While the film itself is complete bobbins (review on Movie-Moron soon), there was a bizarre feeling of community in the cinema screening. We (Nikki, her friend Sarah and myself) went to watch the preview screening on Thursday, the day before general release and were surprised to find the theatre packed the the gills. Even stranger, there was an even split between a male and female audience.

Nikki, being quite rubbish at watching horror films (she was terrified during American Psycho, while I laughed my head off) was understandably nervous about being surrounded by a group of gore fans and wanted to sit away from everyone else.

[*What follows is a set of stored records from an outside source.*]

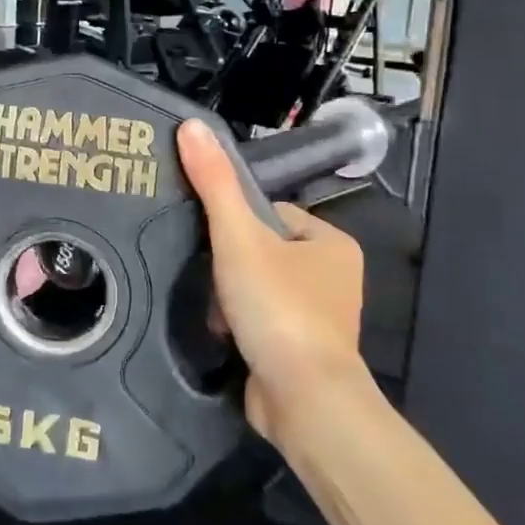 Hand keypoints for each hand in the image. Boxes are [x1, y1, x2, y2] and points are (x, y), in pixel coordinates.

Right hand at [176, 120, 365, 443]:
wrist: (303, 399)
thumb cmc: (278, 307)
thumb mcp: (240, 237)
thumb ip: (214, 183)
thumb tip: (191, 125)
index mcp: (330, 243)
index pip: (271, 213)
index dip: (237, 225)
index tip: (215, 243)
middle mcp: (333, 277)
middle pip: (261, 253)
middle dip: (230, 269)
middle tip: (212, 283)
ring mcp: (320, 317)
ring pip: (257, 289)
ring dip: (230, 300)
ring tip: (217, 316)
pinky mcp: (302, 351)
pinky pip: (262, 322)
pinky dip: (241, 327)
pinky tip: (226, 338) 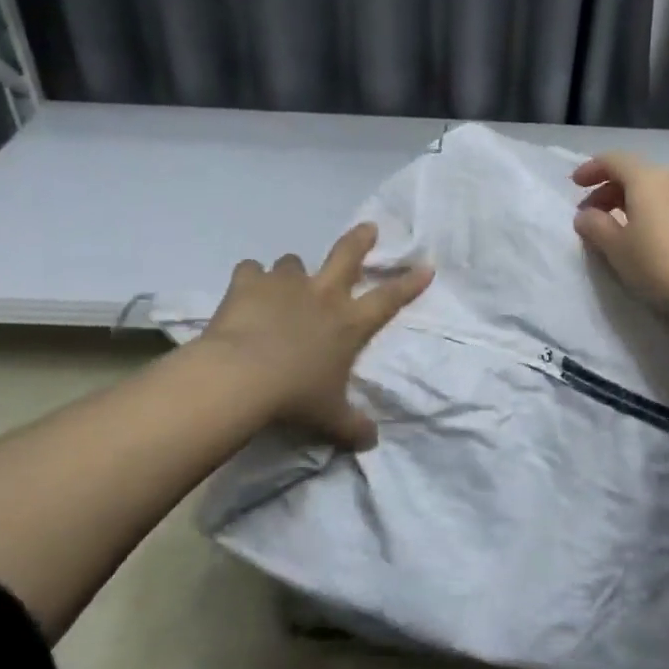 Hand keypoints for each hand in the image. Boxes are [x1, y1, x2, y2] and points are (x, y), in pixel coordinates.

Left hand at [198, 223, 432, 450]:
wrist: (242, 377)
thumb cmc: (295, 396)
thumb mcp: (330, 417)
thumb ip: (353, 426)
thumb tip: (372, 441)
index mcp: (349, 323)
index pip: (389, 299)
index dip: (409, 283)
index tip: (426, 266)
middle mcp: (322, 295)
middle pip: (347, 255)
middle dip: (360, 240)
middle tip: (369, 228)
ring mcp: (285, 285)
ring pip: (293, 262)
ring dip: (292, 271)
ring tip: (284, 283)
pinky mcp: (249, 283)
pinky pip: (250, 270)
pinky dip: (250, 279)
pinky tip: (246, 290)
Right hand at [572, 152, 668, 330]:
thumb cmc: (660, 266)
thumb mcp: (616, 249)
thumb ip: (595, 227)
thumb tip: (586, 214)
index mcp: (647, 181)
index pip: (615, 160)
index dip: (592, 169)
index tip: (576, 185)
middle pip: (638, 176)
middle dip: (611, 191)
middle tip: (593, 215)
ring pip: (660, 194)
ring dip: (636, 206)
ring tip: (624, 232)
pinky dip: (659, 218)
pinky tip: (657, 245) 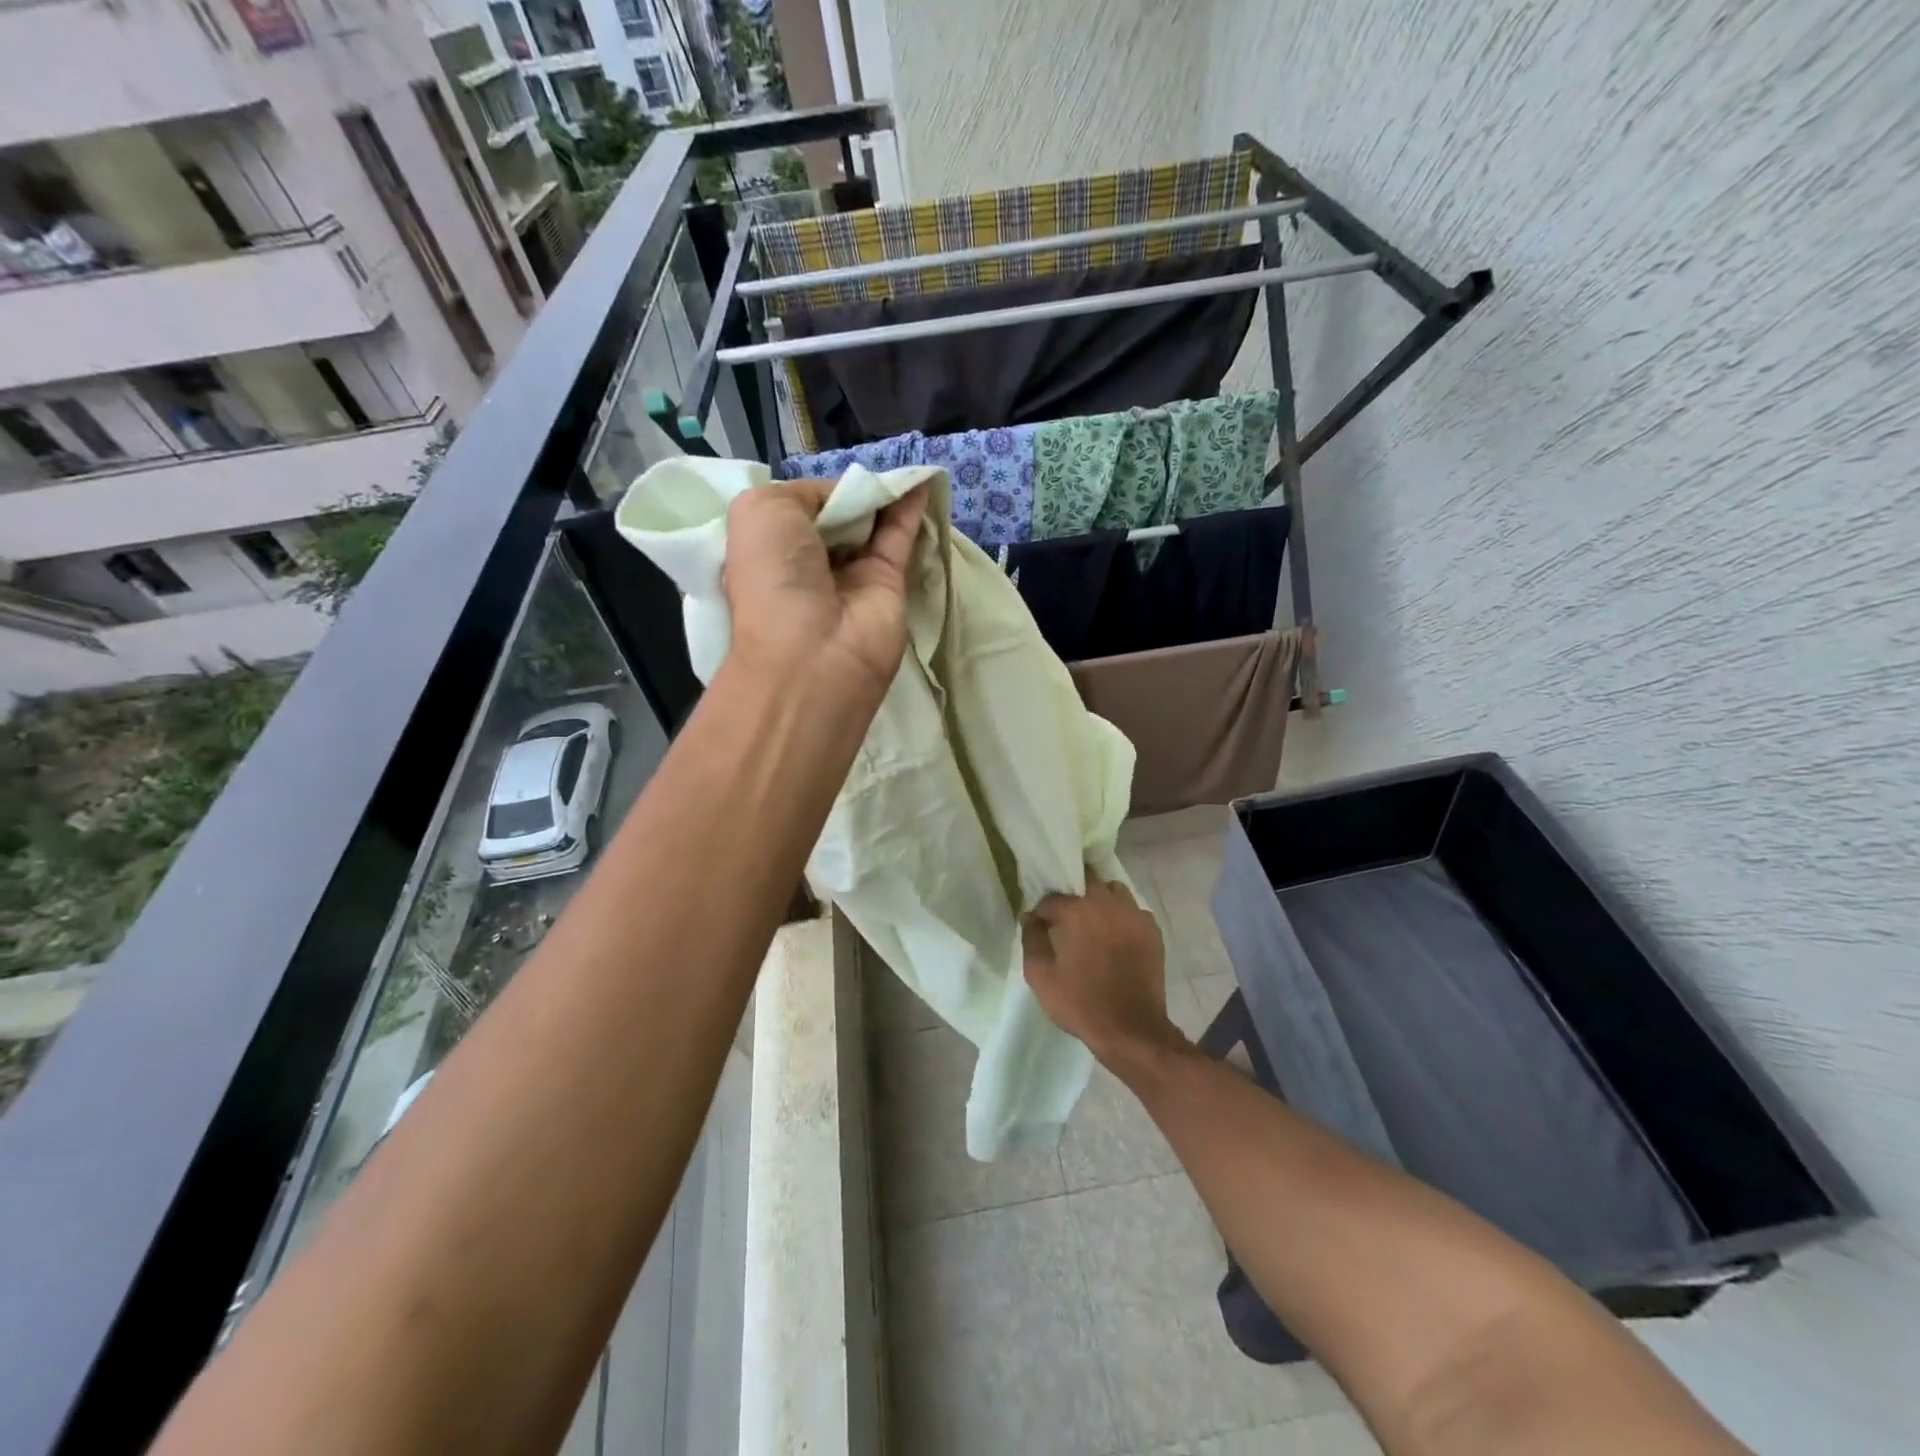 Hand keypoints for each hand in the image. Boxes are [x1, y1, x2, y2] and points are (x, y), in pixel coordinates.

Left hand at [724, 478, 930, 705]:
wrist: (813, 653)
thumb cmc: (774, 576)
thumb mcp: (762, 511)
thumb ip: (804, 493)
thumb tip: (846, 500)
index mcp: (770, 548)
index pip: (799, 507)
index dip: (817, 492)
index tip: (831, 481)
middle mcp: (809, 561)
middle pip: (837, 513)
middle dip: (850, 492)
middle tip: (869, 472)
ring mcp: (851, 573)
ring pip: (870, 523)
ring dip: (883, 495)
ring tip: (900, 468)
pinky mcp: (888, 582)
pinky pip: (899, 537)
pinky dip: (909, 508)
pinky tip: (920, 481)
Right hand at [1023, 876, 1188, 1073]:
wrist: (1132, 1030)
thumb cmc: (1081, 1003)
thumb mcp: (1041, 976)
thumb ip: (1031, 940)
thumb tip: (1030, 918)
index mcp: (1078, 911)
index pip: (1052, 898)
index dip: (1043, 913)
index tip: (1040, 929)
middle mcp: (1108, 903)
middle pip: (1087, 881)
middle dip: (1074, 895)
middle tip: (1067, 920)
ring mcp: (1135, 915)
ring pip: (1114, 891)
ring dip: (1101, 900)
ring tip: (1094, 924)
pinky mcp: (1152, 930)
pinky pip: (1133, 911)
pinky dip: (1123, 917)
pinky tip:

However, we were soon blocked in by another group and couldn’t move. The bloke sitting nearest us apologised in advance if he cried during the film. This helped to relax Nikki a hell of a lot.

From my point of view, I’ve seen some incredibly nasty horror films in my time and hyperviolence doesn’t do anything for me. In fact, I find it funny. Imagine my surprise when I discovered that the woman sitting on my other side was also chuckling her way through the film. It felt good.

As the film wore on and the deaths became more vicious/ hilarious, Nikki began huddling into my arm in an attempt to hide from the terror of it all. She was on the verge of leaving the cinema (and she would have been the only one, too) when a bloke from the row behind us leaned over and gave her a reassuring pat on the shoulder. Now knowing she wasn’t alone, Nikki was able to continue watching the film and felt a little better about the ordeal.

I’ve never experienced that kind of community vibe before in a cinema. The only things that have gotten close are the cheers at Harry Potter and the Goblet of Fire began, or the half-arsed round of applause that followed Revenge of the Sith. It was lovely. In fact, I’m almost disappointed that I didn’t watch the other six Saw movies in the cinema. Almost.